═══ DATASET EXTRACT ═══

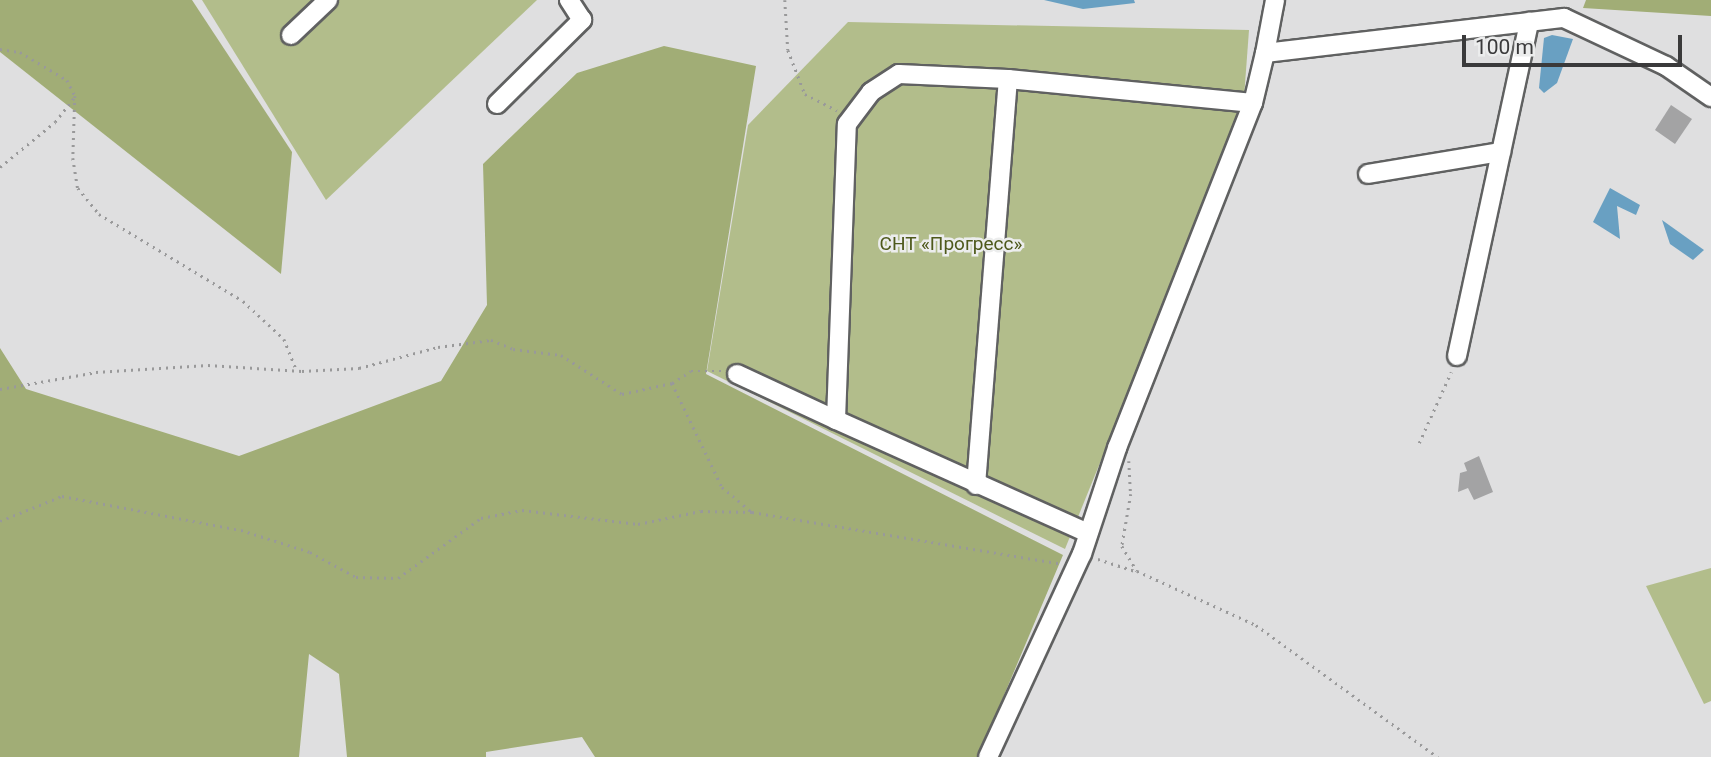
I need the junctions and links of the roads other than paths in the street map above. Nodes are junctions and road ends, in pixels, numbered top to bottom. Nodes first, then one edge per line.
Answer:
1 (328, 0) edge
2 (569, 0) edge
3 (1275, 0) edge
4 (1529, 22) junction
5 (291, 35) dead end
6 (1265, 53) junction
7 (1008, 79) junction
8 (1711, 97) edge
9 (1253, 103) junction
10 (497, 104) dead end
11 (1501, 152) junction
12 (1368, 174) dead end
13 (1457, 356) road end
14 (737, 374) road end
15 (836, 420) junction
16 (976, 485) junction
17 (1088, 533) junction
18 (988, 757) edge

1 - 5 street
2 - 10 street
3 - 6 street
4 - 6 street
4 - 8 street
4 - 11 street
6 - 9 street
7 - 9 street
7 - 15 street
7 - 16 street
9 - 17 street
11 - 12 street
11 - 13 street
14 - 15 street
15 - 16 street
16 - 17 street
17 - 18 street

═══

PROBLEM DETAILS – Every record above must be copied exactly, and no picture may appear in the copy.

OUTPUT FOR THIS EXERCISE –
I need the junctions and links of the roads other than paths in the street map above. Nodes are junctions and road ends, in pixels, numbered top to bottom. Nodes first, then one edge per line.
Answer:
1 (328, 0) edge
2 (569, 0) edge
3 (1275, 0) edge
4 (1529, 22) junction
5 (291, 35) dead end
6 (1265, 53) junction
7 (1008, 79) junction
8 (1711, 97) edge
9 (1253, 103) junction
10 (497, 104) dead end
11 (1501, 152) junction
12 (1368, 174) dead end
13 (1457, 356) road end
14 (737, 374) road end
15 (836, 420) junction
16 (976, 485) junction
17 (1088, 533) junction
18 (988, 757) edge

1 - 5 street
2 - 10 street
3 - 6 street
4 - 6 street
4 - 8 street
4 - 11 street
6 - 9 street
7 - 9 street
7 - 15 street
7 - 16 street
9 - 17 street
11 - 12 street
11 - 13 street
14 - 15 street
15 - 16 street
16 - 17 street
17 - 18 street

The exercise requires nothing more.